> **Data**
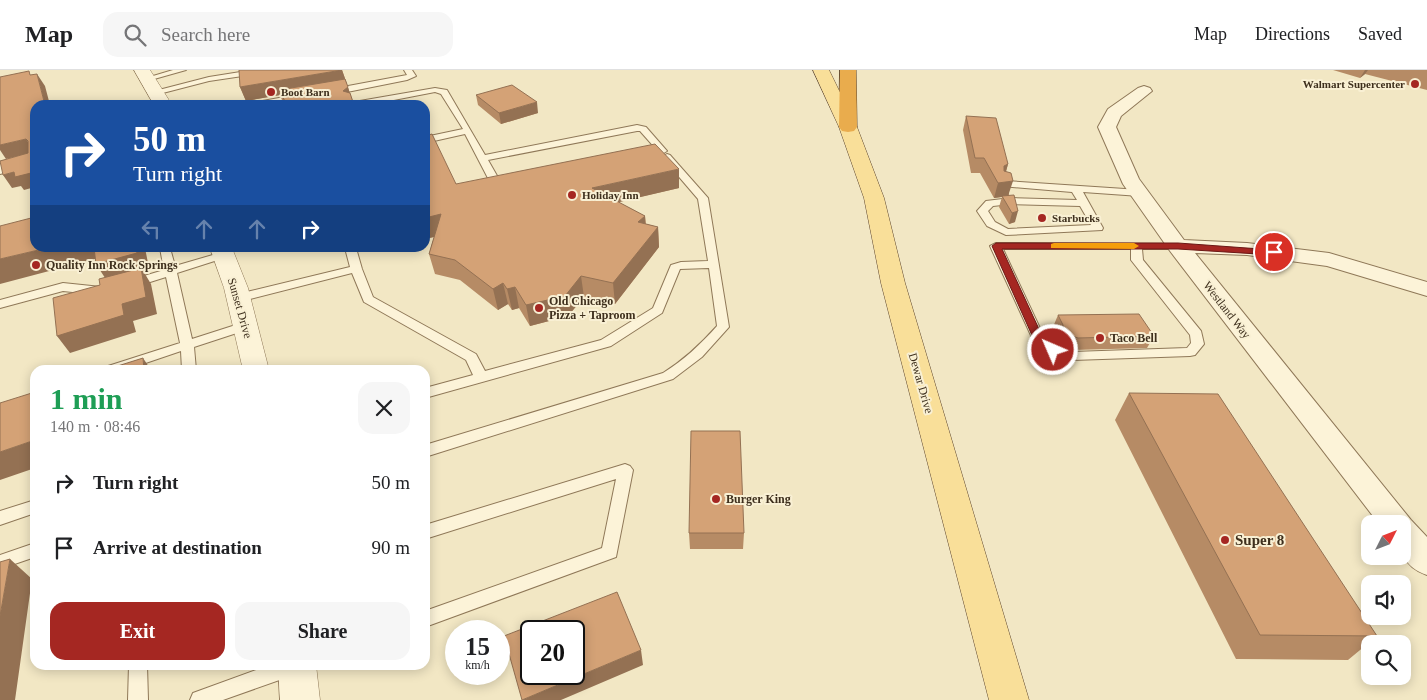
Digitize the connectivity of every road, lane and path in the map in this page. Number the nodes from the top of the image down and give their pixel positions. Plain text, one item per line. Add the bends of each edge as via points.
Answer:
1 (182, 70) edge
2 (268, 70) edge
3 (408, 70) edge
4 (821, 70) edge
5 (848, 70) edge
6 (152, 87) edge
7 (1144, 91) dead end
8 (323, 93) edge
9 (313, 95) edge
10 (285, 100) edge
11 (381, 100) edge
12 (848, 127) junction
13 (468, 131) junction
14 (430, 139) edge
15 (662, 151) junction
16 (634, 157) edge
17 (482, 158) junction
18 (30, 160) edge
19 (0, 168) edge
20 (513, 183) edge
21 (1005, 184) edge
22 (1076, 189) junction
23 (1140, 193) junction
24 (1084, 203) junction
25 (1136, 246) junction
26 (1178, 246) junction
27 (166, 252) edge
28 (220, 252) edge
29 (222, 252) edge
30 (352, 252) edge
31 (714, 264) junction
32 (356, 269) junction
33 (170, 273) junction
34 (1427, 289) edge
35 (238, 298) junction
36 (0, 304) edge
37 (245, 326) junction
38 (187, 344) junction
39 (125, 365) edge
40 (189, 365) edge
41 (255, 365) edge
42 (481, 377) junction
43 (430, 392) edge
44 (430, 449) edge
45 (30, 508) edge
46 (1390, 515) edge
47 (0, 518) edge
48 (430, 530) edge
49 (1411, 541) edge
50 (30, 552) edge
51 (1427, 561) edge
52 (0, 562) edge
53 (430, 617) edge
54 (138, 670) edge
55 (282, 670) edge
56 (297, 670) edge
57 (138, 700) edge
58 (200, 700) edge
59 (300, 700) edge
60 (1009, 700) edge

1 - 6 lane
2 - 6 lane
3 - 8 lane via 412,76 407,78
4 - 12 main road, Dewar Drive
5 - 12 highway
7 - 23 street, Westland Way via 1114,113 1107,127 1130,180
9 - 10 lane
11 - 13 lane via 435,90 444,92
12 - 60 main road, Dewar Drive via 874,198 893,283
13 - 14 lane
13 - 17 lane
15 - 16 lane
15 - 17 lane via 643,129 637,128
15 - 31 lane via 703,198
17 - 20 lane via 496,184
18 - 19 street
21 - 22 lane
22 - 23 lane
22 - 24 lane
23 - 26 street, Westland Way
24 - 24 lane via 1011,201 990,203 982,211 991,224 1006,232 1098,228
25 - 25 lane via 1096,246 996,246 1040,342 1053,350 1073,356 1190,352 1198,344 1196,334 1138,260
25 - 26 lane
26 - 34 street via 1247,249 1329,260
26 - 46 street, Westland Way
27 - 33 lane
28 - 33 lane
29 - 35 street, Sunset Drive
30 - 32 lane
31 - 42 lane via 675,267 658,310 606,343
31 - 44 lane via 723,327 683,368 668,376
32 - 35 lane
32 - 42 lane via 368,299 471,357
33 - 36 lane via 102,292 63,287
33 - 38 lane
35 - 37 street, Sunset Drive
37 - 38 lane
37 - 41 street, Sunset Drive
38 - 39 lane
38 - 40 lane
42 - 43 lane
45 - 47 lane
48 - 53 lane via 625,470 610,552
49 - 51 street
50 - 52 lane
54 - 57 lane
55 - 58 lane
56 - 59 street

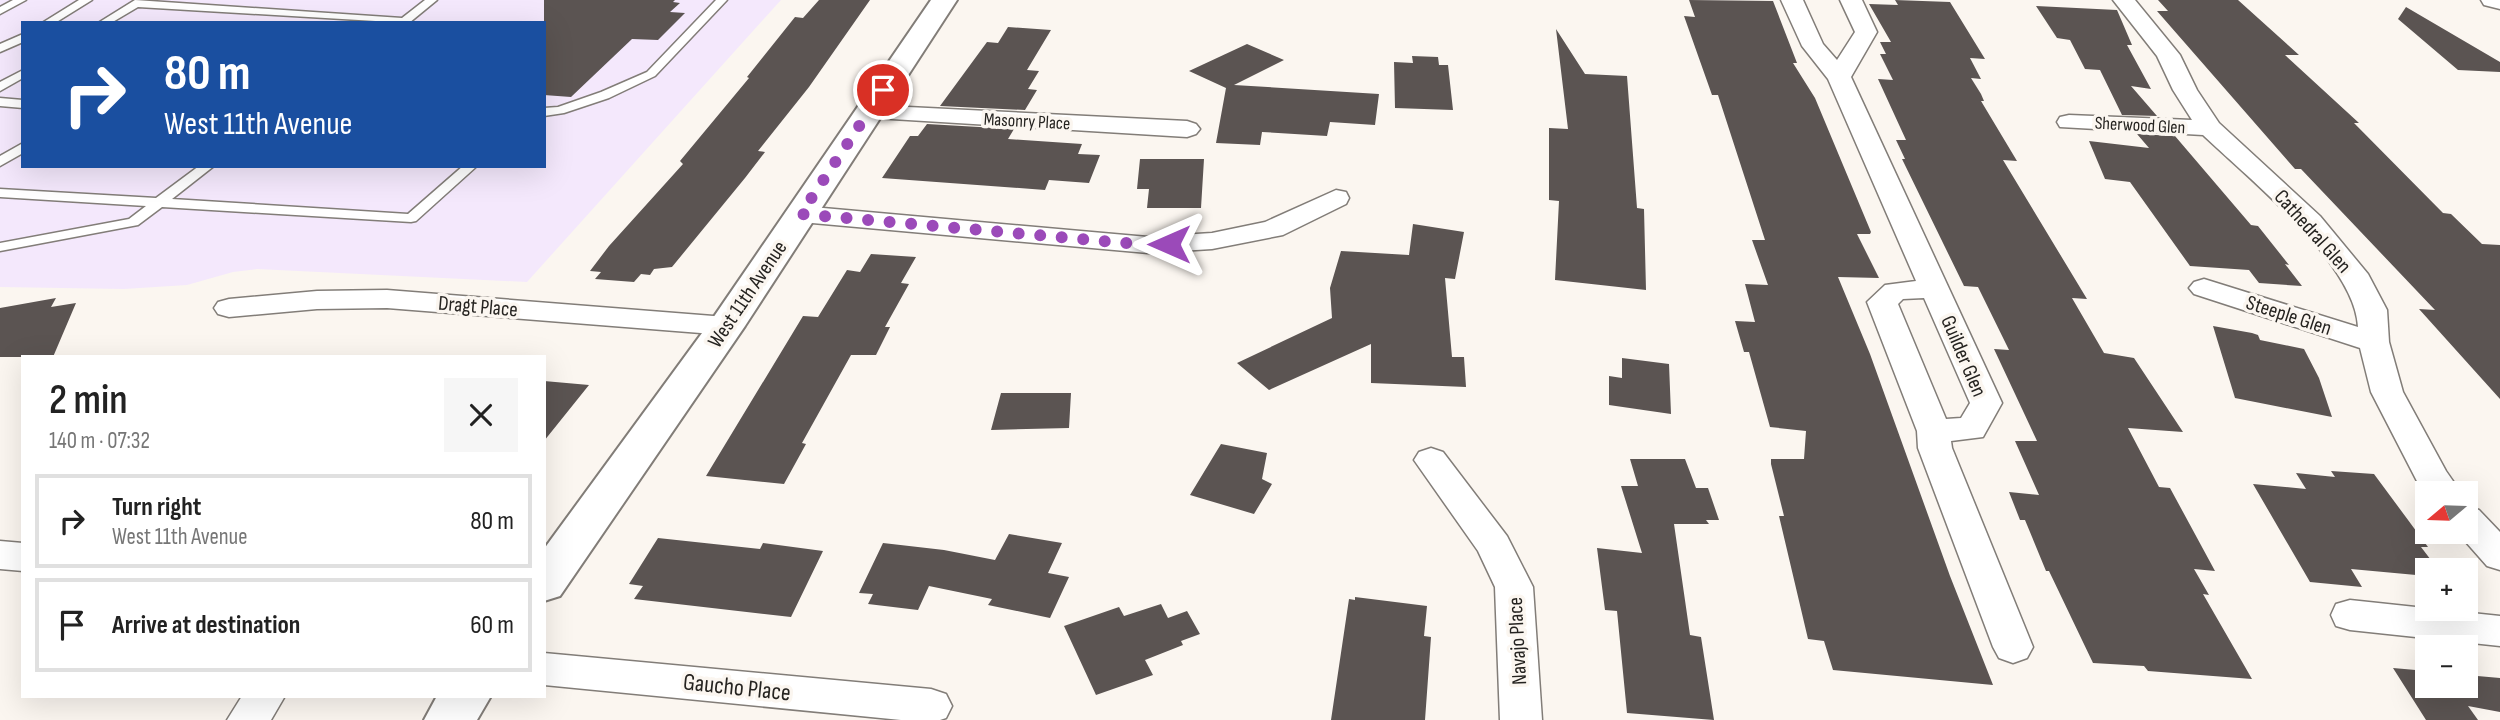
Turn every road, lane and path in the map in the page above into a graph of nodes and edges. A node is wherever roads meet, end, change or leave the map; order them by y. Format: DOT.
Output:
graph roads {
  1 [pos="21,0"];
  2 [pos="87,0"];
  3 [pos="432,0"];
  4 [pos="722,0"];
  5 [pos="944,0"];
  6 [pos="1792,0"];
  7 [pos="1851,0"];
  8 [pos="2124,0"];
  9 [pos="2492,0"];
  10 [pos="140,2"];
  11 [pos="2500,3"];
  12 [pos="0,11"];
  13 [pos="50,21"];
  14 [pos="107,21"];
  15 [pos="390,21"];
  16 [pos="404,21"];
  17 [pos="21,38"];
  18 [pos="0,50"];
  19 [pos="21,74"];
  20 [pos="1839,77"];
  21 [pos="0,88"];
  22 [pos="0,102"];
  23 [pos="21,104"];
  24 [pos="546,112"];
  25 [pos="868,112"];
  26 [pos="2069,122"];
  27 [pos="2210,128"];
  28 [pos="1187,129"];
  29 [pos="21,149"];
  30 [pos="0,162"];
  31 [pos="205,168"];
  32 [pos="469,168"];
  33 [pos="0,192"];
  34 [pos="1336,198"];
  35 [pos="157,204"];
  36 [pos="801,214"];
  37 [pos="0,247"];
  38 [pos="1935,288"];
  39 [pos="2204,288"];
  40 [pos="229,307"];
  41 [pos="726,326"];
  42 [pos="2374,342"];
  43 [pos="1934,431"];
  44 [pos="1431,460"];
  45 [pos="2434,481"];
  46 [pos="0,555"];
  47 [pos="21,557"];
  48 [pos="546,581"];
  49 [pos="2350,615"];
  50 [pos="2500,631"];
  51 [pos="2013,647"];
  52 [pos="546,669"];
  53 [pos="264,698"];
  54 [pos="465,698"];
  55 [pos="930,706"];
  56 [pos="248,720"];
  57 [pos="449,720"];
  58 [pos="1521,720"];
  1 -- 12 [label="lane"];
  2 -- 13 [label="lane"];
  3 -- 16 [label="lane"];
  4 -- 24 [label="lane"];
  5 -- 25 [label="street, West 11th Avenue"];
  6 -- 20 [label="street, Guilder Glen"];
  7 -- 20 [label="street"];
  8 -- 27 [label="street, Cathedral Glen"];
  9 -- 11 [label="street"];
  10 -- 14 [label="lane"];
  10 -- 15 [label="lane"];
  17 -- 18 [label="lane"];
  19 -- 21 [label="lane"];
  20 -- 38 [label="street, Guilder Glen"];
  22 -- 23 [label="lane"];
  25 -- 28 [label="street, Masonry Place"];
  25 -- 36 [label="street, West 11th Avenue"];
  26 -- 27 [label="street, Sherwood Glen"];
  27 -- 42 [label="street, Cathedral Glen"];
  29 -- 30 [label="lane"];
  31 -- 35 [label="lane"];
  32 -- 35 [label="lane"];
  33 -- 35 [label="lane"];
  34 -- 36 [label="street"];
  35 -- 37 [label="lane"];
  36 -- 41 [label="street, West 11th Avenue"];
  38 -- 43 [label="street, Guilder Glen"];
  38 -- 43 [label="street"];
  39 -- 42 [label="street, Steeple Glen"];
  40 -- 41 [label="street, Dragt Place"];
  41 -- 48 [label="street, West 11th Avenue"];
  42 -- 45 [label="street, Cathedral Glen"];
  43 -- 51 [label="street"];
  44 -- 58 [label="street, Navajo Place"];
  46 -- 47 [label="street"];
  49 -- 50 [label="street"];
  52 -- 55 [label="street, Gaucho Place"];
  53 -- 56 [label="street"];
  54 -- 57 [label="street"];
}
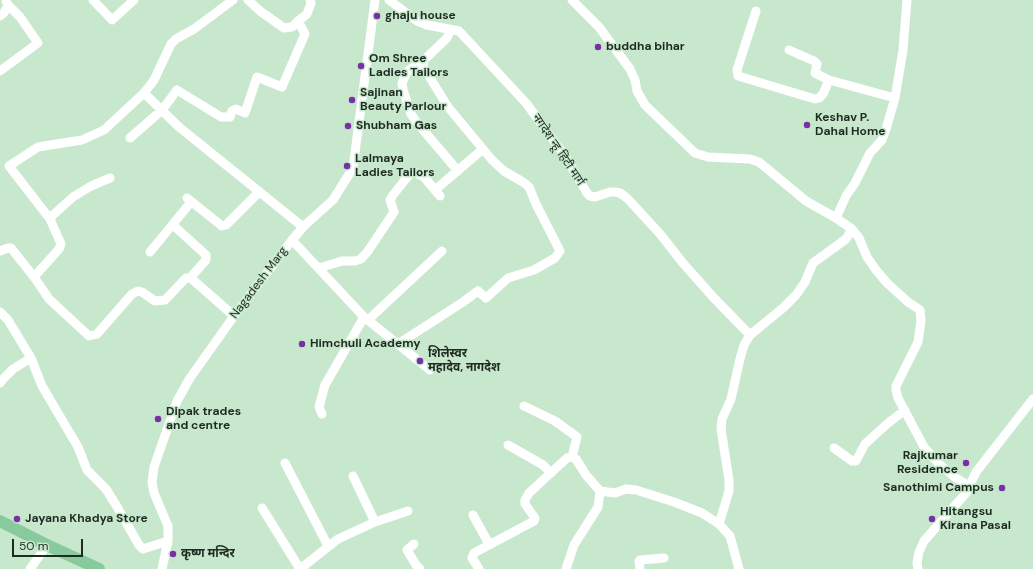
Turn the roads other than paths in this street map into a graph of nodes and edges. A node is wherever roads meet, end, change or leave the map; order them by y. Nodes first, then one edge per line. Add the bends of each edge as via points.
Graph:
1 (93, 0) edge
2 (134, 0) edge
3 (233, 0) edge
4 (248, 0) edge
5 (310, 0) edge
6 (375, 0) edge
7 (389, 0) edge
8 (572, 0) edge
9 (908, 0) edge
10 (7, 2) edge
11 (756, 11) dead end
12 (0, 16) edge
13 (298, 21) junction
14 (451, 29) junction
15 (789, 50) dead end
16 (423, 64) junction
17 (0, 71) edge
18 (829, 80) junction
19 (144, 93) junction
20 (896, 98) junction
21 (162, 110) junction
22 (130, 138) dead end
23 (483, 149) junction
24 (458, 171) junction
25 (110, 178) dead end
26 (259, 192) junction
27 (836, 218) junction
28 (50, 219) junction
29 (173, 225) junction
30 (303, 227) junction
31 (852, 229) junction
32 (292, 240) junction
33 (0, 251) edge
34 (442, 251) dead end
35 (150, 252) dead end
36 (319, 268) junction
37 (34, 277) junction
38 (190, 278) junction
39 (0, 312) edge
40 (234, 316) junction
41 (366, 318) junction
42 (750, 335) junction
43 (398, 344) junction
44 (31, 358) junction
45 (430, 370) dead end
46 (0, 383) edge
47 (1033, 399) edge
48 (524, 406) dead end
49 (905, 410) junction
50 (322, 414) dead end
51 (508, 445) dead end
52 (834, 448) dead end
53 (572, 457) junction
54 (285, 463) dead end
55 (551, 473) junction
56 (353, 476) dead end
57 (969, 486) junction
58 (600, 491) junction
59 (262, 508) dead end
60 (408, 511) dead end
61 (473, 515) dead end
62 (0, 521) edge
63 (375, 522) junction
64 (719, 524) junction
65 (168, 540) junction
66 (414, 544) dead end
67 (489, 544) junction
68 (47, 545) junction
69 (328, 546) junction
70 (664, 558) dead end
71 (30, 569) edge
72 (99, 569) edge
73 (162, 569) edge
74 (300, 569) edge
75 (420, 569) edge
76 (479, 569) edge
77 (566, 569) edge
78 (640, 569) edge
79 (739, 569) edge
80 (918, 569) edge

1 - 2 street via 112,20
3 - 19 street via 171,44 154,80
4 - 13 street via 284,28 292,27
5 - 13 street via 307,14
6 - 30 street, Nagadesh Marg via 353,168 333,200
7 - 14 street, नगदेश न्हू हिटी मार्ग via 416,20 427,25
8 - 27 street via 599,27 630,69 637,92 645,105 695,153 708,157 759,162 806,201
9 - 20 street
10 - 12 street
10 - 17 street via 38,44
11 - 18 street via 737,70 738,76 815,99 823,94
13 - 21 street via 305,34 282,87 257,77 245,113 236,109 230,117 221,117 177,90
14 - 16 street via 447,38
14 - 42 street, नगदेश न्हू हिटी मार्ग via 459,31 526,103 565,156 587,193 595,197 615,192 627,198 712,297
15 - 18 street via 814,61 817,64 815,73
16 - 23 street via 448,107
16 - 24 street via 407,72 402,83 403,90 418,124
18 - 20 street
19 - 21 street
19 - 28 street via 104,130 82,140 38,147 9,166
20 - 27 street via 882,140 870,152
21 - 22 street
21 - 26 street via 179,128
23 - 24 street
23 - 43 street via 498,166 529,187 559,247 559,253 534,270 508,278 486,298 478,291
24 - 36 street via 437,193 424,177 414,172 409,175 390,200 394,212 361,259 342,261
25 - 28 street via 74,197
26 - 29 street via 226,225 222,226 189,200
26 - 30 street
27 - 31 street
28 - 37 street via 61,244
29 - 35 street
29 - 38 street via 206,255 206,260
30 - 32 street, Nagadesh Marg
31 - 42 street via 846,239 813,263 796,295
31 - 49 street via 867,257 883,278 920,310 918,342 896,386 898,398
32 - 36 street
32 - 40 street, Nagadesh Marg
33 - 37 street via 11,248
34 - 41 street
36 - 41 street
37 - 38 street via 49,299 89,336 97,334 132,294 138,291 155,301 165,300 182,281
38 - 40 street
39 - 44 street via 8,320
40 - 65 street, Nagadesh Marg via 190,378 177,401 154,467 154,493 168,526
41 - 43 street
41 - 50 street via 325,385 319,406
42 - 64 street via 744,345 731,399 722,419 729,491
43 - 45 street
44 - 46 street via 13,369
44 - 65 street via 42,386 78,447 87,470 106,489 139,545 143,549
47 - 57 street via 976,472
48 - 53 street via 555,421 577,438
49 - 52 street via 865,444 856,461 852,461
49 - 57 street via 924,447 945,469
51 - 55 street via 543,465
53 - 55 street via 567,458
53 - 58 street
54 - 69 street
55 - 67 street via 525,500 535,518 534,521
56 - 63 street
57 - 80 street via 966,493 924,541 916,563
58 - 64 street via 615,493 636,490 702,513
58 - 77 street via 598,507 574,545
59 - 74 street
60 - 63 street
61 - 67 street
62 - 68 main road
63 - 69 street
64 - 79 street via 730,536
65 - 73 street, Nagadesh Marg
66 - 75 street via 407,550
67 - 76 street via 472,555
68 - 71 street
68 - 72 main road
69 - 74 street
70 - 78 street via 640,560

> **Instructions for the task**
Show every line of the records above that contains the word "main".

> **Solution below**
4 - 12 main road, Dewar Drive
12 - 60 main road, Dewar Drive via 874,198 893,283
62 - 68 main road
68 - 72 main road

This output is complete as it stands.